(Data to process Opens)

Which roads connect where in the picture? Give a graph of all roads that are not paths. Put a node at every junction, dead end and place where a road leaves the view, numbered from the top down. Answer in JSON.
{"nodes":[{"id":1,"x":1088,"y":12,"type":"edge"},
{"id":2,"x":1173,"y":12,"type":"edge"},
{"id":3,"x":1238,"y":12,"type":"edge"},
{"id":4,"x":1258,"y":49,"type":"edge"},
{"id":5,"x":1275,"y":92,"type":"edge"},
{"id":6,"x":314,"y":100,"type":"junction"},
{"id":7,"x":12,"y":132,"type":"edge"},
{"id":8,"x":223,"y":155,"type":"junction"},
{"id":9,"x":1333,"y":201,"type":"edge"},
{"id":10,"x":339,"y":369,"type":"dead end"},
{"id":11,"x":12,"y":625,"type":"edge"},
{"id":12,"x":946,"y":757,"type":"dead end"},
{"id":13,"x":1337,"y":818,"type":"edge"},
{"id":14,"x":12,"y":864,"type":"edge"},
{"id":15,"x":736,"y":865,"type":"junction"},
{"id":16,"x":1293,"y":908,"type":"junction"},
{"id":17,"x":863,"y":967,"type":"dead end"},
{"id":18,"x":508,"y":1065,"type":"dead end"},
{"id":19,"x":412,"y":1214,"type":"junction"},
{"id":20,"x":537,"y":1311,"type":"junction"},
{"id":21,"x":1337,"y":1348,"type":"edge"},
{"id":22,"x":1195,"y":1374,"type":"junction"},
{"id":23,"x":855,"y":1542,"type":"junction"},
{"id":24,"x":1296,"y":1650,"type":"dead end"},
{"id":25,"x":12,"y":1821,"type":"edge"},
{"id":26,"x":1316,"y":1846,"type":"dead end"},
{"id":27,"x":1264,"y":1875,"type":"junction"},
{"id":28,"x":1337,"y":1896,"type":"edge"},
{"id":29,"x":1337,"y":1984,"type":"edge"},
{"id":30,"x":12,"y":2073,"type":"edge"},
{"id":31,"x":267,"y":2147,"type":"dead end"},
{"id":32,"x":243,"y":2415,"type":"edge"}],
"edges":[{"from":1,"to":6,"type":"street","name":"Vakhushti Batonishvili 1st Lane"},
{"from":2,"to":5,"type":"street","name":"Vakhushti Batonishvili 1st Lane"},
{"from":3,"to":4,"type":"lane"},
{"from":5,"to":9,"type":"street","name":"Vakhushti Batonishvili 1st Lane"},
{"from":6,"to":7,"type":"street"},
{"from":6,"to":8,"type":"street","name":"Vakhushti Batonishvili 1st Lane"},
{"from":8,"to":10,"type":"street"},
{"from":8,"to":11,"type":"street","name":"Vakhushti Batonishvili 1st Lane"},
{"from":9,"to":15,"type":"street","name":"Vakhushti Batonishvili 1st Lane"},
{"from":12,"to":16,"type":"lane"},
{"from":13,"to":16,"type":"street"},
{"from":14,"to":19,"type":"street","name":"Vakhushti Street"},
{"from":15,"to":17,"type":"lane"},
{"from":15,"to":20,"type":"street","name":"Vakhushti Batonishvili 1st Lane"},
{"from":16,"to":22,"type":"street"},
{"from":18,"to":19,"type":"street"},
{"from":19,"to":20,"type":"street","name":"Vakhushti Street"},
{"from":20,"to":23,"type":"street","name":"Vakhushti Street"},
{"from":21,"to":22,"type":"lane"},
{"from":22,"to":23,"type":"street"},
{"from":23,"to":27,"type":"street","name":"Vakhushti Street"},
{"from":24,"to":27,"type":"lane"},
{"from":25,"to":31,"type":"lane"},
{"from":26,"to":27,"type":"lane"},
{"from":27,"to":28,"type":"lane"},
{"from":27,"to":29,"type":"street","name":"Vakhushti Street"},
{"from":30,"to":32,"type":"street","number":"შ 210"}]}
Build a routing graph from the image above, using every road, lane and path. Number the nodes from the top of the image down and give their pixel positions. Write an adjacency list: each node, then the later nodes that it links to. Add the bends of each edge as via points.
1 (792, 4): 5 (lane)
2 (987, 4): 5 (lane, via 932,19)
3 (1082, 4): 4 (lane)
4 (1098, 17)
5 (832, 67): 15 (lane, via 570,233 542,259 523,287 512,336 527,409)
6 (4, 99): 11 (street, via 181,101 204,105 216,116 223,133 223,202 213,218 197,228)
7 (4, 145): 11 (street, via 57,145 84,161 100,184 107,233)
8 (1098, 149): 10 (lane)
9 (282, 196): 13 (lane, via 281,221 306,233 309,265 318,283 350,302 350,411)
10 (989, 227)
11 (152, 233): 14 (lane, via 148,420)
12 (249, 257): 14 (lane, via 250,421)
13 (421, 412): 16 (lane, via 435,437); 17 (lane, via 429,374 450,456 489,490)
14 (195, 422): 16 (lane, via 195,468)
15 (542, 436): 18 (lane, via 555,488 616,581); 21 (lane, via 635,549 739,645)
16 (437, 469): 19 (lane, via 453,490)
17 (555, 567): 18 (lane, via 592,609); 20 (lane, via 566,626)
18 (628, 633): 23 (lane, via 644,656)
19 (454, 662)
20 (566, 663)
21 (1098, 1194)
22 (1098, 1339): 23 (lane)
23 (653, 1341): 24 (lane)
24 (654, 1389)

(Data to process Closes)

_Assignment_: Each record above should be repeated exactly.

_Response for this exercise_:
Which roads connect where in the picture? Give a graph of all roads that are not paths. Put a node at every junction, dead end and place where a road leaves the view, numbered from the top down. Answer in JSON.
{"nodes":[{"id":1,"x":1088,"y":12,"type":"edge"},
{"id":2,"x":1173,"y":12,"type":"edge"},
{"id":3,"x":1238,"y":12,"type":"edge"},
{"id":4,"x":1258,"y":49,"type":"edge"},
{"id":5,"x":1275,"y":92,"type":"edge"},
{"id":6,"x":314,"y":100,"type":"junction"},
{"id":7,"x":12,"y":132,"type":"edge"},
{"id":8,"x":223,"y":155,"type":"junction"},
{"id":9,"x":1333,"y":201,"type":"edge"},
{"id":10,"x":339,"y":369,"type":"dead end"},
{"id":11,"x":12,"y":625,"type":"edge"},
{"id":12,"x":946,"y":757,"type":"dead end"},
{"id":13,"x":1337,"y":818,"type":"edge"},
{"id":14,"x":12,"y":864,"type":"edge"},
{"id":15,"x":736,"y":865,"type":"junction"},
{"id":16,"x":1293,"y":908,"type":"junction"},
{"id":17,"x":863,"y":967,"type":"dead end"},
{"id":18,"x":508,"y":1065,"type":"dead end"},
{"id":19,"x":412,"y":1214,"type":"junction"},
{"id":20,"x":537,"y":1311,"type":"junction"},
{"id":21,"x":1337,"y":1348,"type":"edge"},
{"id":22,"x":1195,"y":1374,"type":"junction"},
{"id":23,"x":855,"y":1542,"type":"junction"},
{"id":24,"x":1296,"y":1650,"type":"dead end"},
{"id":25,"x":12,"y":1821,"type":"edge"},
{"id":26,"x":1316,"y":1846,"type":"dead end"},
{"id":27,"x":1264,"y":1875,"type":"junction"},
{"id":28,"x":1337,"y":1896,"type":"edge"},
{"id":29,"x":1337,"y":1984,"type":"edge"},
{"id":30,"x":12,"y":2073,"type":"edge"},
{"id":31,"x":267,"y":2147,"type":"dead end"},
{"id":32,"x":243,"y":2415,"type":"edge"}],
"edges":[{"from":1,"to":6,"type":"street","name":"Vakhushti Batonishvili 1st Lane"},
{"from":2,"to":5,"type":"street","name":"Vakhushti Batonishvili 1st Lane"},
{"from":3,"to":4,"type":"lane"},
{"from":5,"to":9,"type":"street","name":"Vakhushti Batonishvili 1st Lane"},
{"from":6,"to":7,"type":"street"},
{"from":6,"to":8,"type":"street","name":"Vakhushti Batonishvili 1st Lane"},
{"from":8,"to":10,"type":"street"},
{"from":8,"to":11,"type":"street","name":"Vakhushti Batonishvili 1st Lane"},
{"from":9,"to":15,"type":"street","name":"Vakhushti Batonishvili 1st Lane"},
{"from":12,"to":16,"type":"lane"},
{"from":13,"to":16,"type":"street"},
{"from":14,"to":19,"type":"street","name":"Vakhushti Street"},
{"from":15,"to":17,"type":"lane"},
{"from":15,"to":20,"type":"street","name":"Vakhushti Batonishvili 1st Lane"},
{"from":16,"to":22,"type":"street"},
{"from":18,"to":19,"type":"street"},
{"from":19,"to":20,"type":"street","name":"Vakhushti Street"},
{"from":20,"to":23,"type":"street","name":"Vakhushti Street"},
{"from":21,"to":22,"type":"lane"},
{"from":22,"to":23,"type":"street"},
{"from":23,"to":27,"type":"street","name":"Vakhushti Street"},
{"from":24,"to":27,"type":"lane"},
{"from":25,"to":31,"type":"lane"},
{"from":26,"to":27,"type":"lane"},
{"from":27,"to":28,"type":"lane"},
{"from":27,"to":29,"type":"street","name":"Vakhushti Street"},
{"from":30,"to":32,"type":"street","number":"შ 210"}]}
Build a routing graph from the image above, using every road, lane and path. Number the nodes from the top of the image down and give their pixel positions. Write an adjacency list: each node, then the later nodes that it links to. Add the bends of each edge as via points.
1 (792, 4): 5 (lane)
2 (987, 4): 5 (lane, via 932,19)
3 (1082, 4): 4 (lane)
4 (1098, 17)
5 (832, 67): 15 (lane, via 570,233 542,259 523,287 512,336 527,409)
6 (4, 99): 11 (street, via 181,101 204,105 216,116 223,133 223,202 213,218 197,228)
7 (4, 145): 11 (street, via 57,145 84,161 100,184 107,233)
8 (1098, 149): 10 (lane)
9 (282, 196): 13 (lane, via 281,221 306,233 309,265 318,283 350,302 350,411)
10 (989, 227)
11 (152, 233): 14 (lane, via 148,420)
12 (249, 257): 14 (lane, via 250,421)
13 (421, 412): 16 (lane, via 435,437); 17 (lane, via 429,374 450,456 489,490)
14 (195, 422): 16 (lane, via 195,468)
15 (542, 436): 18 (lane, via 555,488 616,581); 21 (lane, via 635,549 739,645)
16 (437, 469): 19 (lane, via 453,490)
17 (555, 567): 18 (lane, via 592,609); 20 (lane, via 566,626)
18 (628, 633): 23 (lane, via 644,656)
19 (454, 662)
20 (566, 663)
21 (1098, 1194)
22 (1098, 1339): 23 (lane)
23 (653, 1341): 24 (lane)
24 (654, 1389)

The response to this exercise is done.